Bergman, the character, is like a light-dimmer — he constantly wants to turn the light down.

You’re right, because at the end when she comes to his table, she puts on the light.


Are you like that? Do you want to make it lighter?

I want that, and he does not. You have to forgive yourself.


How old is the script?

I got it three years ago, but he has written about the story in one of his books, how he left one wife and went to Paris. How he got a baby with her, went off to make this movie and fell in love with another woman, and came home and ended it with the wife. That I would not forgive myself for. That I would have put in the movie.


Are you already on to another feature?

I will do something, but I have to wait until I’m finished with these travels and have silence. I have several options, but it’s at least two years of your life, and I don’t have too many two years. I want to make sure that it’s something that I personally . . . I want to be her [Marianne] a little more.


What do you mean?

I don’t want to be a light-dimmer. It’s important to be a light-dimmer, we need to know those things, but I also want to make a movie where blessing comes in at the end.


Do you think women are more resilient than men?

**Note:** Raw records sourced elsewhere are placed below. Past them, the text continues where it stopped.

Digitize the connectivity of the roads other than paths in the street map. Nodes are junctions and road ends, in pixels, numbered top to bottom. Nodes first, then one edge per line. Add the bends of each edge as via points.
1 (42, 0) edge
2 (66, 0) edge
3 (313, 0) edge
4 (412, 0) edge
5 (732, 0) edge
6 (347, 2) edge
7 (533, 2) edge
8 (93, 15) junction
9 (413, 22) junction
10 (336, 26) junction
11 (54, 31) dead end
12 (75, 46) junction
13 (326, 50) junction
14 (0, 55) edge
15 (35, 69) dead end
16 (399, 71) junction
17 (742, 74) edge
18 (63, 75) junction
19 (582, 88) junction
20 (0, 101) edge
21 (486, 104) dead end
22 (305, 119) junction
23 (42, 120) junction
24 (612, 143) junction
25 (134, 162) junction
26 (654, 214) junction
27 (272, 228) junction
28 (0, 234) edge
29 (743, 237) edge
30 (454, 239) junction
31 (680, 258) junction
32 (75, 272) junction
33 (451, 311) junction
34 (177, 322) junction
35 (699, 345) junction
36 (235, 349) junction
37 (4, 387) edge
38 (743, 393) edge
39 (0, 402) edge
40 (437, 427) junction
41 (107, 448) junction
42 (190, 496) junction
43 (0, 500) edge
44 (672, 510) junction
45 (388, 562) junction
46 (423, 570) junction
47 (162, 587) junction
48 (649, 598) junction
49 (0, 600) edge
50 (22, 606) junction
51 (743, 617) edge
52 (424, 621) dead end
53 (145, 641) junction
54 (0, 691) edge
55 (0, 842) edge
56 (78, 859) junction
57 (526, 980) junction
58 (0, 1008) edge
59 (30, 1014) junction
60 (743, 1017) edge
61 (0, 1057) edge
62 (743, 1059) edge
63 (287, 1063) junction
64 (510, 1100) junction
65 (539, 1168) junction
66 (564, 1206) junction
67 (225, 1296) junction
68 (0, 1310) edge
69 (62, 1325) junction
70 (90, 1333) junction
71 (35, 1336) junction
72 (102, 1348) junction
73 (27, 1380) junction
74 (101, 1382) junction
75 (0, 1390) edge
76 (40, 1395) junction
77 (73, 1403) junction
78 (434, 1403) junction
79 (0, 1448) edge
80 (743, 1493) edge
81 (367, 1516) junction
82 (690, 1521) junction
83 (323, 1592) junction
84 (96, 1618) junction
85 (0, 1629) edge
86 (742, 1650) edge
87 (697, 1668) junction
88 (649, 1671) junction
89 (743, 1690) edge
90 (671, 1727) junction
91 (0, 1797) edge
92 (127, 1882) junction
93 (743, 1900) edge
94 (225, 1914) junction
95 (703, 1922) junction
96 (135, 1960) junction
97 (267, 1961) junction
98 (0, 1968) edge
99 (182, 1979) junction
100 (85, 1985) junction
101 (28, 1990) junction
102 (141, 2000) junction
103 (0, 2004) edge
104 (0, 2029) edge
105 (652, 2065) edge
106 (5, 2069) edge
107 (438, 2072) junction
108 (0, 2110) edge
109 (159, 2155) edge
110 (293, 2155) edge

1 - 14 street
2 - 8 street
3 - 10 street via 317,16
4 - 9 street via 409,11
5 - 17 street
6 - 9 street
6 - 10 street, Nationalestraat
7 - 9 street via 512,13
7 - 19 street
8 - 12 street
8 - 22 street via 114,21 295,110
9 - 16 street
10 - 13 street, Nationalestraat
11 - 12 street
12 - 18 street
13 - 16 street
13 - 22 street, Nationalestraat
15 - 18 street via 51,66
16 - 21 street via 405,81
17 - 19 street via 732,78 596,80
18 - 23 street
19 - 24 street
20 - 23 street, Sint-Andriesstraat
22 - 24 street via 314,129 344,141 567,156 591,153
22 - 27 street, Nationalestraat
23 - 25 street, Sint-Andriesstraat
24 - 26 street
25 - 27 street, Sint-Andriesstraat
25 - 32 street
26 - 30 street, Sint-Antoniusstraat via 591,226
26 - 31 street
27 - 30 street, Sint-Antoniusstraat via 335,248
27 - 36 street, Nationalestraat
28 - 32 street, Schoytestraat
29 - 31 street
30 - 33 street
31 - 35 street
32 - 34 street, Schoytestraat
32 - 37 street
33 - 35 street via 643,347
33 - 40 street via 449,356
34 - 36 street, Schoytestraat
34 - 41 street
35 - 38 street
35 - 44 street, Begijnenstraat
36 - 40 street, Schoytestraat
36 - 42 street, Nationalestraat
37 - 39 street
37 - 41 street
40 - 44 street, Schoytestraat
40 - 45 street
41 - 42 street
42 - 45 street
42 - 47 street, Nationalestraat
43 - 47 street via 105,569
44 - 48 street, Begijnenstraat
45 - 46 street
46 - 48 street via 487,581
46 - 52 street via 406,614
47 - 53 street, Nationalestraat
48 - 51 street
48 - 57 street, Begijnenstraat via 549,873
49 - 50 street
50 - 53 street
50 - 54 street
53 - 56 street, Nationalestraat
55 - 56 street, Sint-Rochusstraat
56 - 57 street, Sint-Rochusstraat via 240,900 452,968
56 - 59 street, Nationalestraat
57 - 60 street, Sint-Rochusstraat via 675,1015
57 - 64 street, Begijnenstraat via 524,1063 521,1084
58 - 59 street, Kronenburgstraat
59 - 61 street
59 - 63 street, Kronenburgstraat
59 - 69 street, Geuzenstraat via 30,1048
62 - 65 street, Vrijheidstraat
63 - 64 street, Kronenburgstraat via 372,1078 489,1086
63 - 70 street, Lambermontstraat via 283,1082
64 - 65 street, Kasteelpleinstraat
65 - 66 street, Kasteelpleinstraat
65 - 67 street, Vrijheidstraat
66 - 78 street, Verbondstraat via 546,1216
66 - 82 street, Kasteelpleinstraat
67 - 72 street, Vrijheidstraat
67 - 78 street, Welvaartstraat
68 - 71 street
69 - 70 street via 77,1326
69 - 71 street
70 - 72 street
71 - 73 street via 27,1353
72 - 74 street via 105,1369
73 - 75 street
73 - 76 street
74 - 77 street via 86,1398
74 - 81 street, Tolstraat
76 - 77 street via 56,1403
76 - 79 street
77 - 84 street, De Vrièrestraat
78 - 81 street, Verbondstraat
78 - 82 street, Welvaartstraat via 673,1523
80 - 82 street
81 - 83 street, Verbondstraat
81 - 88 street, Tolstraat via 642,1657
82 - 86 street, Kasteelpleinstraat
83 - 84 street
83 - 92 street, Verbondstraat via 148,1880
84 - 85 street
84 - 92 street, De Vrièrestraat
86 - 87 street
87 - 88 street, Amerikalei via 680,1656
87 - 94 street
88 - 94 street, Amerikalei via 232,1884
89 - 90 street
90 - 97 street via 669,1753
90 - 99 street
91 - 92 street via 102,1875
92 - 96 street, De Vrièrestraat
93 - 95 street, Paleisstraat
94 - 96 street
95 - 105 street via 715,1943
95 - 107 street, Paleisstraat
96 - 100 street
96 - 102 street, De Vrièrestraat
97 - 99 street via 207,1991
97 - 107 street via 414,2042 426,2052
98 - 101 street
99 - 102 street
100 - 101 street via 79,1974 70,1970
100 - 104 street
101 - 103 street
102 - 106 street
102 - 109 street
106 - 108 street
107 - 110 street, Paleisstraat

We are quicker to draw lessons. When I sit and talk with girlfriends, we will laugh, we recognize what happened to me happened to you. When it was over with Ingmar and me, I didn’t want to go to Sweden but had to. I went to the airport and saw people with signs. This was during Vietnam, and I thought, Oh, they’re demonstrating. Then I came closer and it was Bibi and Harriet Andersson and Gunnel Lindblom. Their signs said, “Welcome home, Liv. We love you.” We went home with Bibi and were lying on the floor the whole night telling stories, and some were crying and some were not, and we got drunk. It was incredible.


Can you tell me about when you showed the film to Bergman?

Well, I wasn’t there. [Laughs.] I wouldn’t have wanted it, and he wouldn’t have wanted it. It would have been embarrassing for both. It was sent to the island, and it went well, but I don’t want to talk on behalf of him.


Does it take bravery not to worry about him? There’s an expression in America, an 800-pound gorilla — how do you bring someone that big in the room?

Well, he was somewhere there, but I tried not to think about it. He had entrusted me with this and [she looks for words] I was not faithless to him, and I knew that. There is nothing in this movie that is faithless to his script, but it is the way that I read the script. Whatever he thought, it’s not a betrayal.


Faithless opens today at Laemmle’s Royal.